> [Required action]: Pick every line from the data that holds the word "Parkway".

> [Supplied data]:

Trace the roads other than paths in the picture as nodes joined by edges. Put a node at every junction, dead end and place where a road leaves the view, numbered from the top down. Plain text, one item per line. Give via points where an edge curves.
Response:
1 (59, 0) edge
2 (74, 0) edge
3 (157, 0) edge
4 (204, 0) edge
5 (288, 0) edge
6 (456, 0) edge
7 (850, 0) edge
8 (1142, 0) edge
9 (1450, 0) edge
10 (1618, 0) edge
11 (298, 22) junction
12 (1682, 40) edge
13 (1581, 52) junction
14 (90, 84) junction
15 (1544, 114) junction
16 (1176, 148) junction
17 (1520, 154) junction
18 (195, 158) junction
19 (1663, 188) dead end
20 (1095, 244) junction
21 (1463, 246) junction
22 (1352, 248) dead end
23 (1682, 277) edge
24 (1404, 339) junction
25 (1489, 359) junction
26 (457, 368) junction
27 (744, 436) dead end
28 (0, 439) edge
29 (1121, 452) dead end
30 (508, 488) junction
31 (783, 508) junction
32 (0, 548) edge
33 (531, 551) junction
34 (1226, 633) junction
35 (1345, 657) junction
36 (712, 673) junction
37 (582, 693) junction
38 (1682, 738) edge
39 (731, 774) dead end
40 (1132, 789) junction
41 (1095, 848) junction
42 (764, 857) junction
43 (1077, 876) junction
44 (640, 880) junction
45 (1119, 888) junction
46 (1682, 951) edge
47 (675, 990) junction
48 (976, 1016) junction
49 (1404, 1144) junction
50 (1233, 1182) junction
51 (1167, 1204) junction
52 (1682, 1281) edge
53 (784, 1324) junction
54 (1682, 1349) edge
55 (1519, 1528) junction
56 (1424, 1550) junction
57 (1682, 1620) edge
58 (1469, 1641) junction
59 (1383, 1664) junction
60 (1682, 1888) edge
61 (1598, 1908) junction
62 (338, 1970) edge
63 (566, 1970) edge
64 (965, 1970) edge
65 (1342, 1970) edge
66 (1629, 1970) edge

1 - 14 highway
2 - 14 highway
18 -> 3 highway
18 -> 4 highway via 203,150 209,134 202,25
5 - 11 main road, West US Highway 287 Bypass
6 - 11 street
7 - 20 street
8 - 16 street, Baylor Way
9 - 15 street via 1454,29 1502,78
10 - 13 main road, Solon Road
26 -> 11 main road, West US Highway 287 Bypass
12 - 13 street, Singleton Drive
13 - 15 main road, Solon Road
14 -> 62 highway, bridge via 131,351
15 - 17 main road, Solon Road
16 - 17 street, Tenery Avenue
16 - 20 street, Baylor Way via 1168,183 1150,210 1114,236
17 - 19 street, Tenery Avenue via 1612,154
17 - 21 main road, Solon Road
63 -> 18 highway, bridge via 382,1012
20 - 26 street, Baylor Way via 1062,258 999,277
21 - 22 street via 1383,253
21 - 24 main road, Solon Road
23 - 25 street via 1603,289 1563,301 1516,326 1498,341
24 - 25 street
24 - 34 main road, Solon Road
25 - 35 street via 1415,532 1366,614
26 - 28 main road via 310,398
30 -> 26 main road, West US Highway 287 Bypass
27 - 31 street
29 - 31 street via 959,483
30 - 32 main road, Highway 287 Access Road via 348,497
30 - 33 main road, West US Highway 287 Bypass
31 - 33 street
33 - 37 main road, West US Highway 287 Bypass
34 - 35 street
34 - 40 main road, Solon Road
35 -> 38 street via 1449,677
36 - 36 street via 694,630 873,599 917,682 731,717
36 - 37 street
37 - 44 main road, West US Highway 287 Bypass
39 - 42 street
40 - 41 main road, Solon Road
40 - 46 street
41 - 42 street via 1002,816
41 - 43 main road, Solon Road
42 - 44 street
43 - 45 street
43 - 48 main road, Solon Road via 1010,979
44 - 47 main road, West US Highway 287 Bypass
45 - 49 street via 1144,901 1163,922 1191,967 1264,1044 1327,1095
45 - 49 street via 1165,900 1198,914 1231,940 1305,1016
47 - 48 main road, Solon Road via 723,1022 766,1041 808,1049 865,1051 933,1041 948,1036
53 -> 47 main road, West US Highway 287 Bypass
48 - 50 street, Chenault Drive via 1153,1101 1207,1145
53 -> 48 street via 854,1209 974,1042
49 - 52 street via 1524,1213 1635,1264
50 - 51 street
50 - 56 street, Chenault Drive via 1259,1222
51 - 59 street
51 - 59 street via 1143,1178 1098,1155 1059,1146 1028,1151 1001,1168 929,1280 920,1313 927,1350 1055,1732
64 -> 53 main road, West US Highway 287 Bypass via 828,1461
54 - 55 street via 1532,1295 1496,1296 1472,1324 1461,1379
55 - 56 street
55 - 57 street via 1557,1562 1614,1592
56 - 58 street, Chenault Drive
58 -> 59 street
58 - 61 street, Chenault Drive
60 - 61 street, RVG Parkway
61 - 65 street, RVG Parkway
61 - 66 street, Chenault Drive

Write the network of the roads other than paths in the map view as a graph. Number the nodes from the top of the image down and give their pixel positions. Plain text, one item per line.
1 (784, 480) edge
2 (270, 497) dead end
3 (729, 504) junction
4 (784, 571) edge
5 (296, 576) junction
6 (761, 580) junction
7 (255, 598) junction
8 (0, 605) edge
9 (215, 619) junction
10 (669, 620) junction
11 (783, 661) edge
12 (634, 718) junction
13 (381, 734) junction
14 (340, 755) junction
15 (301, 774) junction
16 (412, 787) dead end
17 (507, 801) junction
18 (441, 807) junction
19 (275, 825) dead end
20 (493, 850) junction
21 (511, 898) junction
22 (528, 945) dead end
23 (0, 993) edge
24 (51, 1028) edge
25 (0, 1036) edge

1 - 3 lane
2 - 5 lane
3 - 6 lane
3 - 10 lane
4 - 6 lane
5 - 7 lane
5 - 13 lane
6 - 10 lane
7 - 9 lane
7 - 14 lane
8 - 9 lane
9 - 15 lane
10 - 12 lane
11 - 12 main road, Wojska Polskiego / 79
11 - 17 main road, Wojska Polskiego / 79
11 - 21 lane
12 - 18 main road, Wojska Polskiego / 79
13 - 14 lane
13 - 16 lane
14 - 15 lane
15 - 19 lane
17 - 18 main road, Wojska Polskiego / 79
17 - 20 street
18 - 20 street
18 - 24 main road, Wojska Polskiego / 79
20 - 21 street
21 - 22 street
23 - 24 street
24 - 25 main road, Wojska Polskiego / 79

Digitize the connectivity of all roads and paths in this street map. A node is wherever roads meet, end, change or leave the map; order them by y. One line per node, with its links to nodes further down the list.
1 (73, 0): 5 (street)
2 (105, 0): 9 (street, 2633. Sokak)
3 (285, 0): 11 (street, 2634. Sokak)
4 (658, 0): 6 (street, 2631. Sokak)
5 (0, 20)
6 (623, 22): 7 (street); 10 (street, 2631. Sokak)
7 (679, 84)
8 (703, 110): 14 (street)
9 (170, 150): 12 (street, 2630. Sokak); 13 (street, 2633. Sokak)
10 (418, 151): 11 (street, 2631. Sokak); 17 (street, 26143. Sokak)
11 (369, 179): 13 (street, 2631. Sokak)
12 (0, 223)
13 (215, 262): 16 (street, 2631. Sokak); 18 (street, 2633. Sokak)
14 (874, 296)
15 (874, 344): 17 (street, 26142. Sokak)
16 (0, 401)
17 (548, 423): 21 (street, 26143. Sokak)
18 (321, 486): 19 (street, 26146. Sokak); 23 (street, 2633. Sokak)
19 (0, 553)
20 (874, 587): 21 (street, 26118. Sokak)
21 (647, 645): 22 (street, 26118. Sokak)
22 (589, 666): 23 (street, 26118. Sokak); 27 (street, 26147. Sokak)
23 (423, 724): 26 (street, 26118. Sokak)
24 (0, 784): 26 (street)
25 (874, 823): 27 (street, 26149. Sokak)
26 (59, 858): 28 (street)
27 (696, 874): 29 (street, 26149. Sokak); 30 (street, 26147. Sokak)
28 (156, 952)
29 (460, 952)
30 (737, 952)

> [Completed task]:
60 - 61 street, RVG Parkway
61 - 65 street, RVG Parkway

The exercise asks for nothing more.